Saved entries

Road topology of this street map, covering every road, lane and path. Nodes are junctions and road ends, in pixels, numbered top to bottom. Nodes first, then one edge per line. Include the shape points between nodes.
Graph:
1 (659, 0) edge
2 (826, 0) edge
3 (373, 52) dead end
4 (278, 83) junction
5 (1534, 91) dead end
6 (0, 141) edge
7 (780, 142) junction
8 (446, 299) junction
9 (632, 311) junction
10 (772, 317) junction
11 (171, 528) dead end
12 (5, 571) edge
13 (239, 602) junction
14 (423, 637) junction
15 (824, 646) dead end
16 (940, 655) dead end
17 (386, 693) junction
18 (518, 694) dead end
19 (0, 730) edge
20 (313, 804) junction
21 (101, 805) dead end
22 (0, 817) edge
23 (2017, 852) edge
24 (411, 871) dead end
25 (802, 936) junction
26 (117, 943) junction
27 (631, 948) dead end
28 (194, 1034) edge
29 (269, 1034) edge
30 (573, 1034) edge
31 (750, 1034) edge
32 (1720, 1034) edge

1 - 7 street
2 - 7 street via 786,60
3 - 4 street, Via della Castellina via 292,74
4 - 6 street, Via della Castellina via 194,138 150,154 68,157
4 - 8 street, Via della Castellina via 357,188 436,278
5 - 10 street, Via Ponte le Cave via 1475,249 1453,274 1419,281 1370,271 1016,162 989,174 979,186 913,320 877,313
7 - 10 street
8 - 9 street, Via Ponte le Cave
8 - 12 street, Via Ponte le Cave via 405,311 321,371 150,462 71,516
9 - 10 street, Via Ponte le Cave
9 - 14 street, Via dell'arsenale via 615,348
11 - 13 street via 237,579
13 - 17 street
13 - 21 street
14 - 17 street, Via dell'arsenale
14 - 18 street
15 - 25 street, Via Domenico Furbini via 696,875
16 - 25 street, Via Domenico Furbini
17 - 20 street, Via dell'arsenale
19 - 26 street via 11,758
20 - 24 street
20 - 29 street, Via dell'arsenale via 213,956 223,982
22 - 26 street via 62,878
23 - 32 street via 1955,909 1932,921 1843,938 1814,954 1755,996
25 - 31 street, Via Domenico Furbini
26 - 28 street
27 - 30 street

Aim of the task
All records should be returned verbatim, none left out.

Output of the task
Road topology of this street map, covering every road, lane and path. Nodes are junctions and road ends, in pixels, numbered top to bottom. Nodes first, then one edge per line. Include the shape points between nodes.
Graph:
1 (659, 0) edge
2 (826, 0) edge
3 (373, 52) dead end
4 (278, 83) junction
5 (1534, 91) dead end
6 (0, 141) edge
7 (780, 142) junction
8 (446, 299) junction
9 (632, 311) junction
10 (772, 317) junction
11 (171, 528) dead end
12 (5, 571) edge
13 (239, 602) junction
14 (423, 637) junction
15 (824, 646) dead end
16 (940, 655) dead end
17 (386, 693) junction
18 (518, 694) dead end
19 (0, 730) edge
20 (313, 804) junction
21 (101, 805) dead end
22 (0, 817) edge
23 (2017, 852) edge
24 (411, 871) dead end
25 (802, 936) junction
26 (117, 943) junction
27 (631, 948) dead end
28 (194, 1034) edge
29 (269, 1034) edge
30 (573, 1034) edge
31 (750, 1034) edge
32 (1720, 1034) edge

1 - 7 street
2 - 7 street via 786,60
3 - 4 street, Via della Castellina via 292,74
4 - 6 street, Via della Castellina via 194,138 150,154 68,157
4 - 8 street, Via della Castellina via 357,188 436,278
5 - 10 street, Via Ponte le Cave via 1475,249 1453,274 1419,281 1370,271 1016,162 989,174 979,186 913,320 877,313
7 - 10 street
8 - 9 street, Via Ponte le Cave
8 - 12 street, Via Ponte le Cave via 405,311 321,371 150,462 71,516
9 - 10 street, Via Ponte le Cave
9 - 14 street, Via dell'arsenale via 615,348
11 - 13 street via 237,579
13 - 17 street
13 - 21 street
14 - 17 street, Via dell'arsenale
14 - 18 street
15 - 25 street, Via Domenico Furbini via 696,875
16 - 25 street, Via Domenico Furbini
17 - 20 street, Via dell'arsenale
19 - 26 street via 11,758
20 - 24 street
20 - 29 street, Via dell'arsenale via 213,956 223,982
22 - 26 street via 62,878
23 - 32 street via 1955,909 1932,921 1843,938 1814,954 1755,996
25 - 31 street, Via Domenico Furbini
26 - 28 street
27 - 30 street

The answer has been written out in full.